I distinctly remember what I had encountered several years ago when I had visited a college in Goa. I was talking to one of the faculty members, standing outside the building. My attention was drawn to a pretty Red Pierrot butterfly flitting about and settling on a Kalanchoe plant in a pot. Even as I watched, it laid an egg! Slowly, I went close to the plant and looked about. What I saw, came as a surprise. I saw a larva that had burrowed inside the leaf, a fully grown larva that had come out of the leaf and I also saw a pupa on the soil. I witnessed all this while rooted to one place! Unfortunately, I did not have a camera handy on that occasion.
Almost two decades later, I got a chance to witness and photograph all the stages of a butterfly’s life cycle almost over a couple of days! This time it was a Swallowtail butterfly – the Common Mime.
Recently I was visiting the River Tern Lodge near Bhadra Tiger Reserve. I was aware of the fact that the Common Mime occurs in the area based on my prior sighting of a female laying eggs. She was laying eggs on a tender leaf several feet from the ground. I had managed to capture the act of egg-laying but could not shoot the egg itself.
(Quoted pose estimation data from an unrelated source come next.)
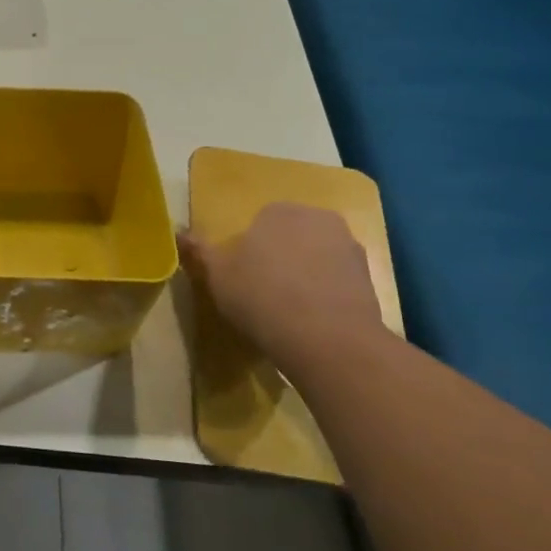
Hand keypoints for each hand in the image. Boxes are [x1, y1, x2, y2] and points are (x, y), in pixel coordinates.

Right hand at [178, 203, 384, 371]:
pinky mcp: (371, 279)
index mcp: (278, 210)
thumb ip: (199, 251)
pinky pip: (337, 280)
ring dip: (306, 274)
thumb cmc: (262, 297)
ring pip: (316, 256)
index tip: (242, 277)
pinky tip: (313, 320)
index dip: (249, 250)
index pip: (259, 222)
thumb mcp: (217, 275)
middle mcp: (317, 218)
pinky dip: (326, 293)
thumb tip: (179, 232)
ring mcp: (349, 247)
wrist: (328, 340)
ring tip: (290, 310)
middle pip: (291, 235)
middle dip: (280, 256)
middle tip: (263, 292)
I was told that there were a couple of larvae of the Common Mime in case I was interested in shooting them. I was thrilled! Quickly, I set about searching for the larvae and got pictures of what looked like a fully grown larva. As I looked around, I also found more larvae of earlier instars. Pictures were promptly taken. As the search progressed, I even stumbled upon and photographed a couple of eggs. When I came back to check on the eggs, I noticed that one of them had hatched and was seen not far from where the egg was. Of course, the story would not be complete if the pupa was not found. So, with peeled eyes, I checked each dry twig just to make sure that it was not a pupa – you will see why as we go along!
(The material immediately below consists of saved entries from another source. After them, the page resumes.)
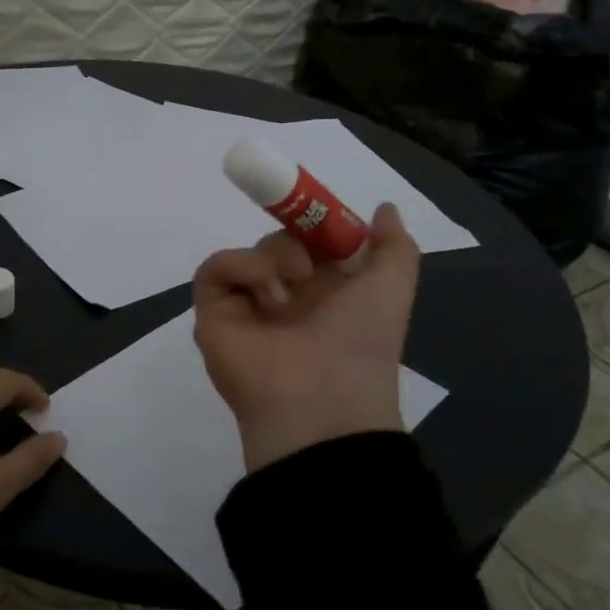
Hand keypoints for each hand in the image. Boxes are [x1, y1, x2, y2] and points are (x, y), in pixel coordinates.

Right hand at [193, 203, 421, 472]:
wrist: (320, 400)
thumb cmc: (360, 342)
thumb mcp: (393, 288)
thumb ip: (395, 246)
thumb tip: (385, 208)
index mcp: (326, 292)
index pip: (313, 242)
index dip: (317, 223)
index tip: (323, 214)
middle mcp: (286, 298)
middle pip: (279, 241)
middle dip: (296, 241)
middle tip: (308, 264)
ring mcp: (247, 306)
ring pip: (250, 251)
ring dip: (272, 257)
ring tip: (289, 288)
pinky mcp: (213, 313)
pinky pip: (214, 269)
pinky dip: (239, 266)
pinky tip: (265, 291)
Though pictures were taken as and when the opportunity provided, I have, here, arranged them in an order that depicts the complete life cycle of a butterfly.
A Common Mime laying eggs on a tender shoot high up in the tree.
Egg of the Common Mime – barely bigger than a pin head!
Butterfly larvae feed on the egg shell soon after emerging. However, this individual had gnawed the egg in the process of emerging leaving behind an interesting shape.
The newly emerged larva.
A later instar looking very different from the newly hatched larva.
As I approached this larva close for photography, it suddenly put out the osmetrium, very characteristic of swallowtail larvae, perhaps in a bid to scare me!
The next instar. As a larva grows, it sheds its skin a few times before pupating. In the process, it could look very different during each stage between any two moults. Often it even eats the shed skin!
A fully grown larva ready to pupate.
The adult Common Mime has two different forms – one that resembles a Blue Tiger butterfly …
…and the other resembling a Crow butterfly. Both the Blue Tiger and Crow are unpalatable butterflies. Mimicry in butterflies is another story altogether!
If you have a few plants in your garden, it should be possible to witness all this and more right in your garden. In an era, when land is at premium, the gardens have been reduced to a few potted plants in the balcony of high-rise buildings. Notwithstanding this, if you choose plants carefully with some prior knowledge of butterflies that frequent your area, there is every chance that you will be visited by one that will give you an opportunity to see the amazing process of a tiny egg eventually transforming into a butterfly!